Your objective
Among the lines of the records, find all that carry the word "Sedgemoor" and copy them.

(Data shown begins)

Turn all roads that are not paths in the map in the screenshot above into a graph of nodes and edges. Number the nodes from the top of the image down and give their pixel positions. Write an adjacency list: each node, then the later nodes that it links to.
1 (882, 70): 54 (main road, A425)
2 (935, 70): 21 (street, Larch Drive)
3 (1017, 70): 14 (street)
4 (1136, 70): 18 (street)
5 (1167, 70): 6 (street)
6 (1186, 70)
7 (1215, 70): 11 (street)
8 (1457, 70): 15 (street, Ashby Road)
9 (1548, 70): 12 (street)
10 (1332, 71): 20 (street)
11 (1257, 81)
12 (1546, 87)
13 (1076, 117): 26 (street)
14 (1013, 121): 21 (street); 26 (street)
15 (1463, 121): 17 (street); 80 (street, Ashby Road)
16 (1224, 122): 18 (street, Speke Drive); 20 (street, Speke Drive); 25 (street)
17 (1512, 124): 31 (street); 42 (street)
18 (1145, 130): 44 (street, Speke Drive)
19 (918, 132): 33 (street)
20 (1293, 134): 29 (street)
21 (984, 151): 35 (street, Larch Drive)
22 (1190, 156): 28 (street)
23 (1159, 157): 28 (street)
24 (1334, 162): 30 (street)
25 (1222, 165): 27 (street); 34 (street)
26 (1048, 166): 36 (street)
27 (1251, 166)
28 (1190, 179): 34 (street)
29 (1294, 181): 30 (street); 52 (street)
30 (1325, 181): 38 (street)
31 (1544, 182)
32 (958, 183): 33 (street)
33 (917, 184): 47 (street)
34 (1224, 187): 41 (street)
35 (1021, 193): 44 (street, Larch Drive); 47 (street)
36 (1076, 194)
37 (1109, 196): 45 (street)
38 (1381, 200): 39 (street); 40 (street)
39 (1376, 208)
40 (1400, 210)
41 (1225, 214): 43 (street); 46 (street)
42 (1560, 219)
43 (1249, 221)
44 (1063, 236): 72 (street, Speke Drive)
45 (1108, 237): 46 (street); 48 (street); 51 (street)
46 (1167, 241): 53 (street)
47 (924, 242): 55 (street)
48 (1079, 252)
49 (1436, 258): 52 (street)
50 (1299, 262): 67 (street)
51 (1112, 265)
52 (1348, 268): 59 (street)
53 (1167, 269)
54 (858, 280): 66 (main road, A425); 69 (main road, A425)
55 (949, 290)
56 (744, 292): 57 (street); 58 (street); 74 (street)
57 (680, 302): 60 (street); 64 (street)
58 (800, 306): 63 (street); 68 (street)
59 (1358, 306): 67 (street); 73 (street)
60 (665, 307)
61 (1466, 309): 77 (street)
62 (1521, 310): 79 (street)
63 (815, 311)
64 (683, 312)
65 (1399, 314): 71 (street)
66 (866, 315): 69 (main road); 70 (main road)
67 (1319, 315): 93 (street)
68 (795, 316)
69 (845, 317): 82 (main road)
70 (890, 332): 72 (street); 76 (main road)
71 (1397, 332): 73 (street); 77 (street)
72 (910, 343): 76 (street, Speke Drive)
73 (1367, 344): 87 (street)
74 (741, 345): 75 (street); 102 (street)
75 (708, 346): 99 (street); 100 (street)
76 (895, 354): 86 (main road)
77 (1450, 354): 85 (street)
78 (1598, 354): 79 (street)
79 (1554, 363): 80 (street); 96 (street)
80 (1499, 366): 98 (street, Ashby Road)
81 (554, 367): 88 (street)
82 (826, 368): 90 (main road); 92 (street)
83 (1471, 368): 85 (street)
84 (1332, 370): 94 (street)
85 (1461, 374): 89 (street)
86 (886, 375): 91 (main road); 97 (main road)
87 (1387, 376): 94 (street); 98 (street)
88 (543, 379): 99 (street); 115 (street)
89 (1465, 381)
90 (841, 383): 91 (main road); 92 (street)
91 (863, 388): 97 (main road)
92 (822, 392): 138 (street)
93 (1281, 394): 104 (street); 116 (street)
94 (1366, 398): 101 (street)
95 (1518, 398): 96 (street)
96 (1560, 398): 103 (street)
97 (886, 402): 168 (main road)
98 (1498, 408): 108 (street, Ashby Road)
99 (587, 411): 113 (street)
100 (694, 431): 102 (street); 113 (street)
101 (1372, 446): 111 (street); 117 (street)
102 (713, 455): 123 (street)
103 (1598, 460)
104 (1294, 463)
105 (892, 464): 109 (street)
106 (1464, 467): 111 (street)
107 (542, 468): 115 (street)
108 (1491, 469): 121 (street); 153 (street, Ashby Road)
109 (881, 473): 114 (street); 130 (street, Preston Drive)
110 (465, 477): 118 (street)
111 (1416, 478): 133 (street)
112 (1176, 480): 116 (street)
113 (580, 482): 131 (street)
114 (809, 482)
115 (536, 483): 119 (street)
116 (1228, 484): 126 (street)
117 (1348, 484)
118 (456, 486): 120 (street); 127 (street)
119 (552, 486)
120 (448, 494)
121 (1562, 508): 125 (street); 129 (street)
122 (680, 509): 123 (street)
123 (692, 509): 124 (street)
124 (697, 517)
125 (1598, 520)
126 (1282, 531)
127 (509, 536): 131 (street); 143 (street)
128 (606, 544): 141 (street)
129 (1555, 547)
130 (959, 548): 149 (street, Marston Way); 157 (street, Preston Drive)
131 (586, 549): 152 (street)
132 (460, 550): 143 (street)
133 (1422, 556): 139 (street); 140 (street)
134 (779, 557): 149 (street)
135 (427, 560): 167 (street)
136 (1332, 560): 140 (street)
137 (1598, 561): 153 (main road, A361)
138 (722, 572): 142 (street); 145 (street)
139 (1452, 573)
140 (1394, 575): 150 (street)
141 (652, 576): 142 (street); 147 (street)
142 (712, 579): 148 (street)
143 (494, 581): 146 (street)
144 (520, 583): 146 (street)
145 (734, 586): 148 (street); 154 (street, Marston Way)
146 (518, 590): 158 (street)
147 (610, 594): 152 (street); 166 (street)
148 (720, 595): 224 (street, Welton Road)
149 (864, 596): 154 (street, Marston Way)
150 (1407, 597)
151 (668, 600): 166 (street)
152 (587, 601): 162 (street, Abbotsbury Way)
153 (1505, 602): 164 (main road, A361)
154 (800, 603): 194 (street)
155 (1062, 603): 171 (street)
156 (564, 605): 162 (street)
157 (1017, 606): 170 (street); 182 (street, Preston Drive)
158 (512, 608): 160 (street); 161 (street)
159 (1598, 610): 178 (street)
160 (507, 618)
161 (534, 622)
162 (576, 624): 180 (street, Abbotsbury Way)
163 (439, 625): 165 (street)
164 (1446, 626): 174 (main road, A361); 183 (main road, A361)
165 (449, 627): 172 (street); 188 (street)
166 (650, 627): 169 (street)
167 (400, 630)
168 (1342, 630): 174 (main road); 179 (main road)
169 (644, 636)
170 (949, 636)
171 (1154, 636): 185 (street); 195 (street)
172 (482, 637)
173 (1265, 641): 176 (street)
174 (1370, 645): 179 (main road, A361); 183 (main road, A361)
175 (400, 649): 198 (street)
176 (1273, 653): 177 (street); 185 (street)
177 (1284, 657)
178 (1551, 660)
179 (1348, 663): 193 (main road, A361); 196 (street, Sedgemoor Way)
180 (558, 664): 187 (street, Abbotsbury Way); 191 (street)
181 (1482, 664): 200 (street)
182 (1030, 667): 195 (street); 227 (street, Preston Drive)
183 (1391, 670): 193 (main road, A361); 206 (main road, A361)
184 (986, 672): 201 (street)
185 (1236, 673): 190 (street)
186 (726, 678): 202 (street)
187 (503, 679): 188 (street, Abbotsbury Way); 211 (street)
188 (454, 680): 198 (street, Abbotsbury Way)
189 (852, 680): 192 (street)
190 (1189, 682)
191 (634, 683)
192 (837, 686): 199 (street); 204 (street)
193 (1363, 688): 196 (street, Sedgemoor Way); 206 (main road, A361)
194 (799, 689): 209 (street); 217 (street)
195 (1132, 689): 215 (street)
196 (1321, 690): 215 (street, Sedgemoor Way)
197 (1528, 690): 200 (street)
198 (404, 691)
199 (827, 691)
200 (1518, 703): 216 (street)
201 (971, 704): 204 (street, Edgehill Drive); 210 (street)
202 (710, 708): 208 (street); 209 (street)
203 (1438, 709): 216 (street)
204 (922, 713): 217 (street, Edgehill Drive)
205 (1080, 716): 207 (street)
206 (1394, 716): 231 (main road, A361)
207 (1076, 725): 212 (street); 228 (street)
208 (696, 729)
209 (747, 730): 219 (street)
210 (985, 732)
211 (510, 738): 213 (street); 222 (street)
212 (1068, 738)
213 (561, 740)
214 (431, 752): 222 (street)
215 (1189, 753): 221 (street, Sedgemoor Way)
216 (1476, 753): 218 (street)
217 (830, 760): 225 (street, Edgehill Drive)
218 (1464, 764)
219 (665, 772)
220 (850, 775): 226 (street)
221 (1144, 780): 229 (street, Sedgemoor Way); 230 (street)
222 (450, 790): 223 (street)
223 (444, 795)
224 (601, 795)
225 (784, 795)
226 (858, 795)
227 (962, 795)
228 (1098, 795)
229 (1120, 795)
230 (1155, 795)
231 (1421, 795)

(Data shown ends)

Finished task
179 (1348, 663): 193 (main road, A361); 196 (street, Sedgemoor Way)
193 (1363, 688): 196 (street, Sedgemoor Way); 206 (main road, A361)
196 (1321, 690): 215 (street, Sedgemoor Way)
215 (1189, 753): 221 (street, Sedgemoor Way)
221 (1144, 780): 229 (street, Sedgemoor Way); 230 (street)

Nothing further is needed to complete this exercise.